● Task details: Your answer should hold all lines of the entries that include the word "Звёздная".

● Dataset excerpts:

-- Opening Marker --

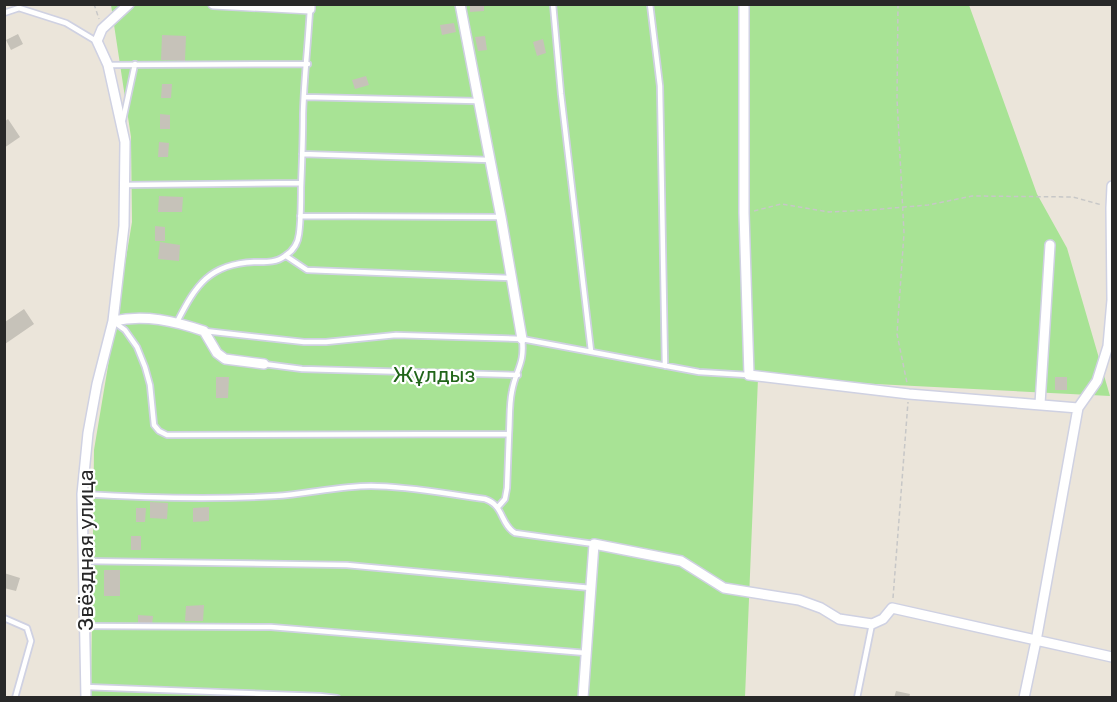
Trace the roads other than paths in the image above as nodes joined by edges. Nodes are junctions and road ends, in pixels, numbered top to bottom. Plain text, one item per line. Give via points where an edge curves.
1 (129, 4) edge
2 (213, 4) edge
3 (460, 4) edge
4 (554, 4) edge
5 (650, 4) edge
6 (744, 4) edge
7 (310, 7) edge
8 (4, 13) edge
9 (97, 41) junction
10 (135, 64) junction
11 (308, 64) junction
12 (108, 65) junction
13 (304, 97) junction
14 (477, 101) junction
15 (122, 125) junction
16 (303, 154) junction
17 (490, 160) junction
18 (301, 183) junction
19 (124, 185) junction
20 (1113, 186) edge
21 (300, 216) junction
22 (501, 217) junction
23 (1050, 245) dead end
24 (286, 255) junction
25 (512, 278) junction
26 (1112, 300) edge
27 (113, 321) junction
28 (177, 322) junction
29 (204, 331) junction
30 (522, 339) junction
31 (591, 351) junction
32 (264, 364) joint
33 (665, 366) junction
34 (518, 375) junction
35 (749, 375) junction
36 (1040, 404) junction
37 (1078, 408) junction
38 (510, 435) junction
39 (82, 494) junction
40 (498, 507) junction
41 (594, 544) junction
42 (83, 561) junction
43 (591, 588) junction
44 (4, 618) edge
45 (872, 624) junction
46 (84, 626) junction
47 (1036, 641) junction
48 (586, 653) junction
49 (1113, 657) edge
50 (86, 687) junction
51 (321, 697) edge
52 (15, 698) edge
53 (86, 698) edge
54 (337, 698) edge
55 (583, 698) edge
56 (856, 698) edge
57 (1024, 698) edge

1 - 9 street via 102,29
2 - 7 street
3 - 14 street
4 - 31 lane
5 - 33 lane via 660,86
6 - 35 street
7 - 11 lane
8 - 9 lane via 19,8 66,23
9 - 12 street, Звёздная улица
10 - 11 lane
10 - 12 lane
10 - 15 lane
11 - 13 lane
12 - 15 street, Звёздная улица
13 - 14 lane
13 - 16 lane
14 - 17 street
15 - 19 street, Звёздная улица
16 - 17 lane
16 - 18 lane
17 - 22 street
18 - 19 lane
18 - 21 lane
19 - 27 street, Звёздная улица via 124,226
20 - 26 street
21 - 22 lane
21 - 24 lane via 299,236
22 - 25 street
23 - 36 street
24 - 25 lane via 307,270
24 - 28 lane via 271,262 221,267 190,295
25 - 30 street
26 - 37 street via 1108,346 1097,381
27 - 28 street via 163,318
27 - 38 lane via 137,347 150,385 154,425 167,435
27 - 39 street, Звёздная улица via 90,423
28 - 29 street
29 - 30 lane via 304,342 396,335
29 - 32 street via 225,359
30 - 31 lane
30 - 34 lane via 524,353
31 - 33 lane
32 - 34 lane via 302,369
33 - 35 lane
34 - 38 lane via 511,393
35 - 36 street via 909,394
36 - 37 street
37 - 47 street
38 - 40 lane via 507,488
39 - 40 lane via 221,498 369,486 485,499
39 - 42 street, Звёздная улица
40 - 41 lane via 515,533
41 - 43 street
41 - 45 street via 681,561 724,588 800,600 839,619
42 - 43 lane via 347,565
42 - 46 street, Звёздная улица
43 - 48 street
44 - 52 lane via 27,628 31,641
45 - 47 street via 892,608
45 - 56 lane
46 - 48 lane via 271,627
46 - 50 street, Звёздная улица
47 - 49 street
47 - 57 street
48 - 55 street
50 - 51 lane
50 - 53 street, Звёздная улица
51 - 54 lane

-- Closing Marker --

● Written solution:
9 - 12 street, Звёздная улица
12 - 15 street, Звёздная улица
15 - 19 street, Звёздная улица
19 - 27 street, Звёздная улица via 124,226
27 - 39 street, Звёздная улица via 90,423
39 - 42 street, Звёздная улица
42 - 46 street, Звёздная улица
46 - 50 street, Звёздная улица
50 - 53 street, Звёздная улица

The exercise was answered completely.